> **WORK TO COMPLETE**:
Because the pictures are not wanted, give back only the exact text of every entry below.

> **LISTED ENTRIES**:
++++
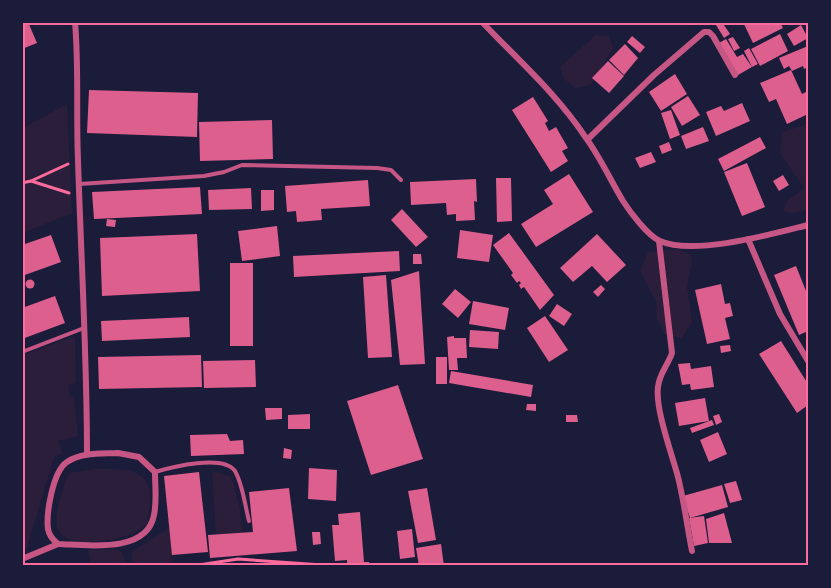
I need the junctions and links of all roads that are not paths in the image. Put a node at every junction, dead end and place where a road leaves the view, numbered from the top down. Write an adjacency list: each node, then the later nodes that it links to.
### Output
1 (75, 22): 6 (street)
2 (482, 22): 4 (street)
3 (735, 75): 4 (street)
4 (588, 139): 9 (street)
5 (401, 180): 6 (lane)
6 (79, 184): 10 (street)
7 (808, 225): 8 (street)
8 (748, 239): 9 (street); 12 (street)
9 (659, 241): 17 (street)
10 (85, 328): 11 (lane); 13 (street)
11 (22, 352)
12 (808, 362)
13 (87, 454): 14 (street); 16 (street)
14 (155, 472): 15 (lane); 16 (street)
15 (249, 521)
16 (58, 544): 18 (street)
17 (692, 551)
18 (22, 559)

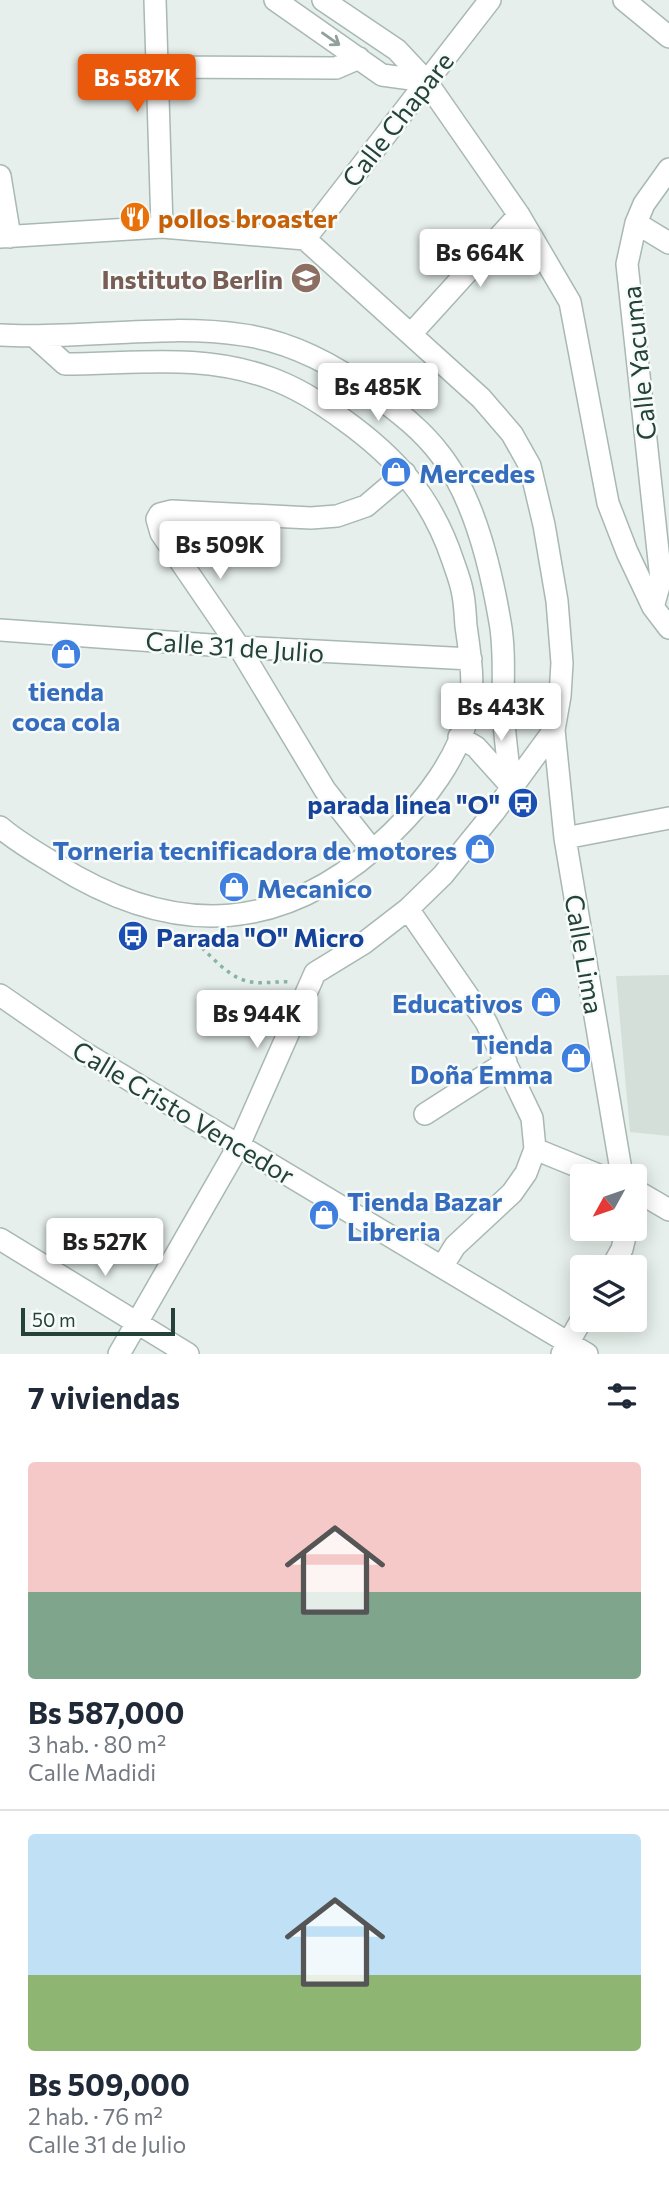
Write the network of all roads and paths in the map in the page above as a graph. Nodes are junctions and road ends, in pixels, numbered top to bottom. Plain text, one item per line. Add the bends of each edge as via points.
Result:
++++
> **EXERCISE RESPONSE**:
I need the junctions and links of all roads that are not paths in the image. Put a node at every junction, dead end and place where a road leaves the view, numbered from the top down. Write an adjacency list: each node, then the later nodes that it links to.
### Output
1 (75, 22): 6 (street)
2 (482, 22): 4 (street)
3 (735, 75): 4 (street)
4 (588, 139): 9 (street)
5 (401, 180): 6 (lane)
6 (79, 184): 10 (street)
7 (808, 225): 8 (street)
8 (748, 239): 9 (street); 12 (street)
9 (659, 241): 17 (street)
10 (85, 328): 11 (lane); 13 (street)
11 (22, 352)
12 (808, 362)
13 (87, 454): 14 (street); 16 (street)
14 (155, 472): 15 (lane); 16 (street)
15 (249, 521)
16 (58, 544): 18 (street)
17 (692, 551)
18 (22, 559)

Write the network of all roads and paths in the map in the page above as a graph. Nodes are junctions and road ends, in pixels, numbered top to bottom. Plain text, one item per line. Add the bends of each edge as via points.
Result:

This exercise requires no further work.